What this task involves: Which lines in the records below contain the word "links"? Return each of them.

Extracted information:
======

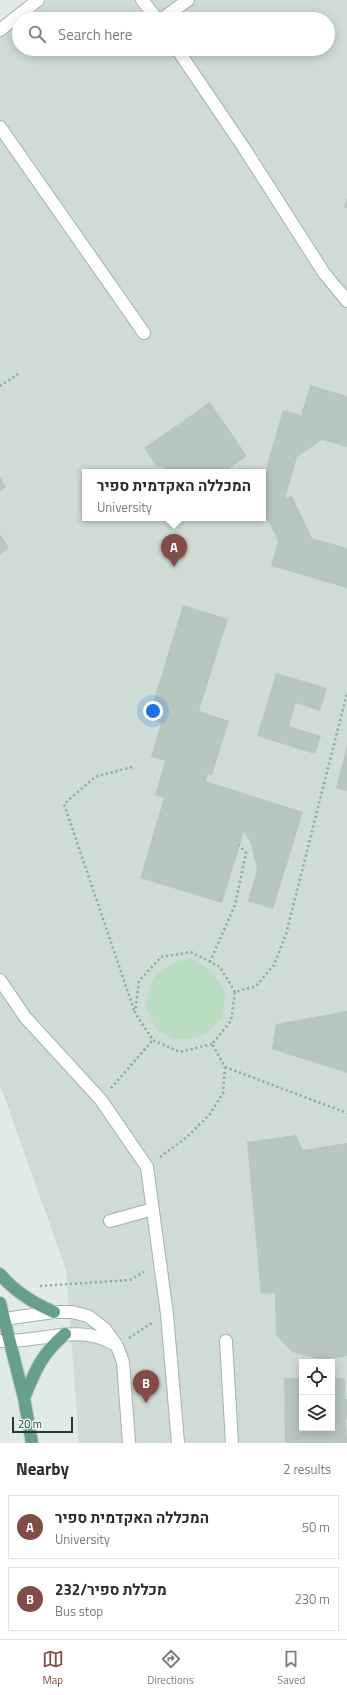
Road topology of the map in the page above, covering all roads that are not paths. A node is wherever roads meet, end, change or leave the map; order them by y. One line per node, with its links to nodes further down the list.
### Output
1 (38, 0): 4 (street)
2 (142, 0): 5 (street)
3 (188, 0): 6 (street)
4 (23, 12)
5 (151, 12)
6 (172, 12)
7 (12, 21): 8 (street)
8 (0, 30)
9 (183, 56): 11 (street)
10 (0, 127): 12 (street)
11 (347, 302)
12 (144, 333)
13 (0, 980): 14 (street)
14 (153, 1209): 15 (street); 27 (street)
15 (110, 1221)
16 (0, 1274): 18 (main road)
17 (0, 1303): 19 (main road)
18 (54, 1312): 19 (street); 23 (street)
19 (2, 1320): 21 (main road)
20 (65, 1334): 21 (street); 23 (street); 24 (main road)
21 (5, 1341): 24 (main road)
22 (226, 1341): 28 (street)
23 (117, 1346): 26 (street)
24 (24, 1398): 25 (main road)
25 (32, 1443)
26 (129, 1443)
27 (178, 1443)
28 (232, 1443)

======

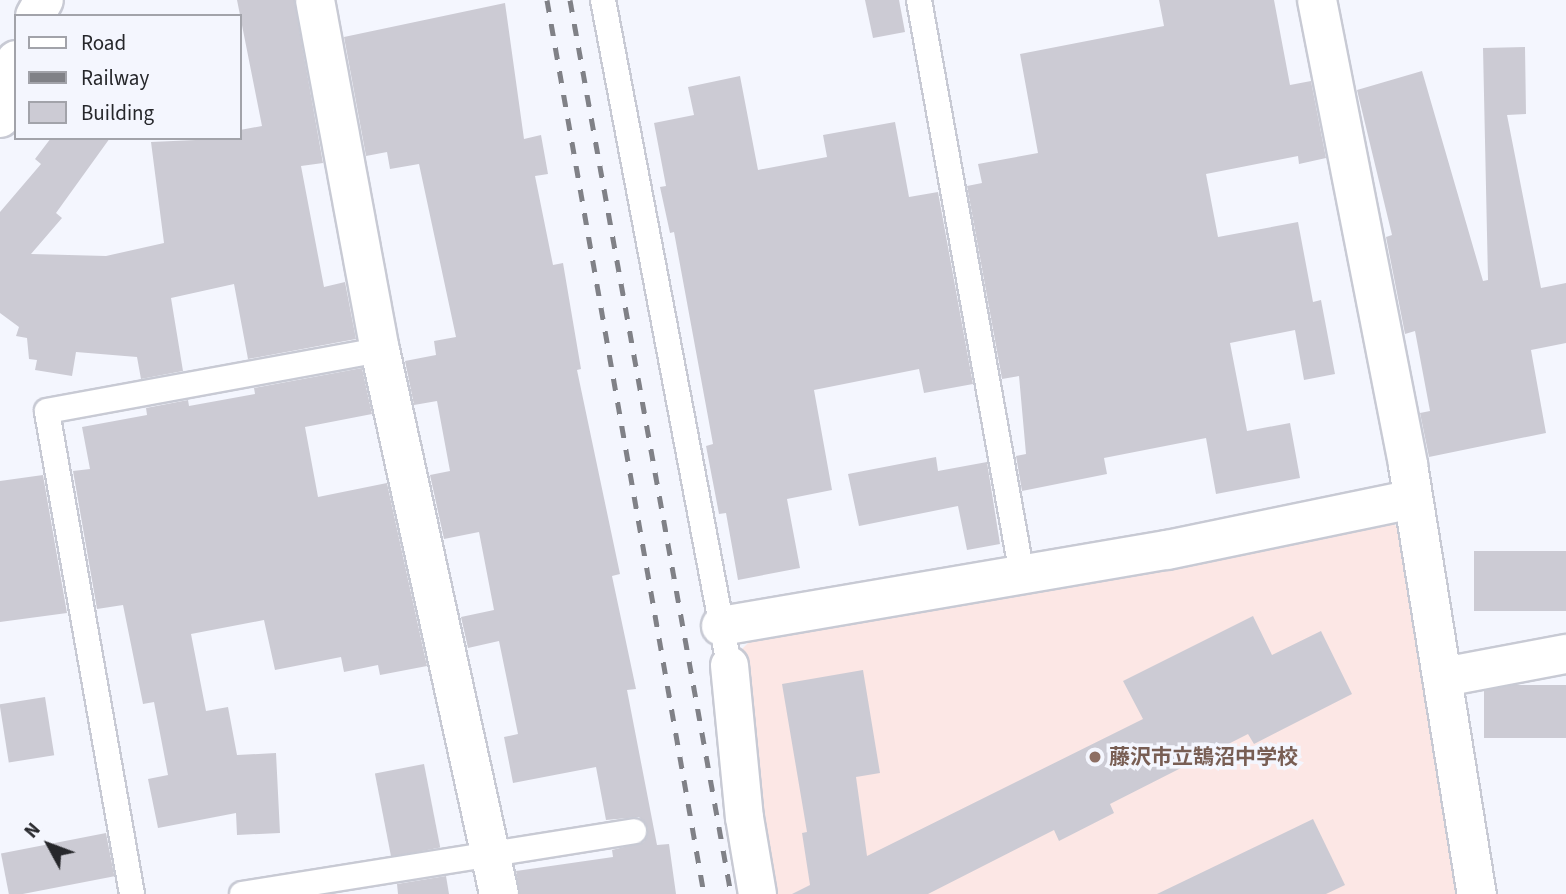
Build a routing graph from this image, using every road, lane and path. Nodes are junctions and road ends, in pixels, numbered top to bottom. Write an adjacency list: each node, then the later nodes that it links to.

======

Exercise response:
Road topology of the map in the page above, covering all roads that are not paths. A node is wherever roads meet, end, change or leave the map; order them by y. One line per node, with its links to nodes further down the list.
Build a routing graph from this image, using every road, lane and path. Nodes are junctions and road ends, in pixels, numbered top to bottom. Write an adjacency list: each node, then the later nodes that it links to.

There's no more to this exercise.